## WHAT YOU ARE ASKED TO DO
Whatever appears in the data below, copy it exactly.

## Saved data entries
• • • • •
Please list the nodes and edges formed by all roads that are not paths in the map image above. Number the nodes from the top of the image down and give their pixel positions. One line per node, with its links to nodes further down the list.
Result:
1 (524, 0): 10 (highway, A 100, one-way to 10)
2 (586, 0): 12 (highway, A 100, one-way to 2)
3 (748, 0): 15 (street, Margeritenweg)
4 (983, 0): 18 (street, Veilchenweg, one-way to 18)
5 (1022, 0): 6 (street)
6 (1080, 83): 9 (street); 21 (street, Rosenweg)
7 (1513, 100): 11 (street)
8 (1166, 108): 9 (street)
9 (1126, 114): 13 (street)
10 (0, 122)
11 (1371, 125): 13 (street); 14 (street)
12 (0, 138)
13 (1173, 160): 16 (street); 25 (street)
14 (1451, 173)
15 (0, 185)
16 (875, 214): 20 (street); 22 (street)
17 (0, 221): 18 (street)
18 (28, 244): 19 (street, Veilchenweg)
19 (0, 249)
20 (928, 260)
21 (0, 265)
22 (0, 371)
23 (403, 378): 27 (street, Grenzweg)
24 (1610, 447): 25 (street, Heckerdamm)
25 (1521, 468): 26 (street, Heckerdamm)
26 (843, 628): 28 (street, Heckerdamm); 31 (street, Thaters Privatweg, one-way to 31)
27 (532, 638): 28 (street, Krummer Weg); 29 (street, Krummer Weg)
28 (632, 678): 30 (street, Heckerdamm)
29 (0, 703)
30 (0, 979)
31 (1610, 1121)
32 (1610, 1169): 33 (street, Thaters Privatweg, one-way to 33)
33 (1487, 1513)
• • • • •
## ANSWER TO THIS PROBLEM
Please list the nodes and edges formed by all roads that are not paths in the map image above. Number the nodes from the top of the image down and give their pixel positions. One line per node, with its links to nodes further down the list.
Result:
1 (524, 0): 10 (highway, A 100, one-way to 10)
2 (586, 0): 12 (highway, A 100, one-way to 2)
3 (748, 0): 15 (street, Margeritenweg)
4 (983, 0): 18 (street, Veilchenweg, one-way to 18)
5 (1022, 0): 6 (street)
6 (1080, 83): 9 (street); 21 (street, Rosenweg)
7 (1513, 100): 11 (street)
8 (1166, 108): 9 (street)
9 (1126, 114): 13 (street)
10 (0, 122)
11 (1371, 125): 13 (street); 14 (street)
12 (0, 138)
13 (1173, 160): 16 (street); 25 (street)
14 (1451, 173)
15 (0, 185)
16 (875, 214): 20 (street); 22 (street)
17 (0, 221): 18 (street)
18 (28, 244): 19 (street, Veilchenweg)
19 (0, 249)
20 (928, 260)
21 (0, 265)
22 (0, 371)
23 (403, 378): 27 (street, Grenzweg)
24 (1610, 447): 25 (street, Heckerdamm)
25 (1521, 468): 26 (street, Heckerdamm)
26 (843, 628): 28 (street, Heckerdamm); 31 (street, Thaters Privatweg, one-way to 31)
27 (532, 638): 28 (street, Krummer Weg); 29 (street, Krummer Weg)
28 (632, 678): 30 (street, Heckerdamm)
29 (0, 703)
30 (0, 979)
31 (1610, 1121)
32 (1610, 1169): 33 (street, Thaters Privatweg, one-way to 33)
33 (1487, 1513)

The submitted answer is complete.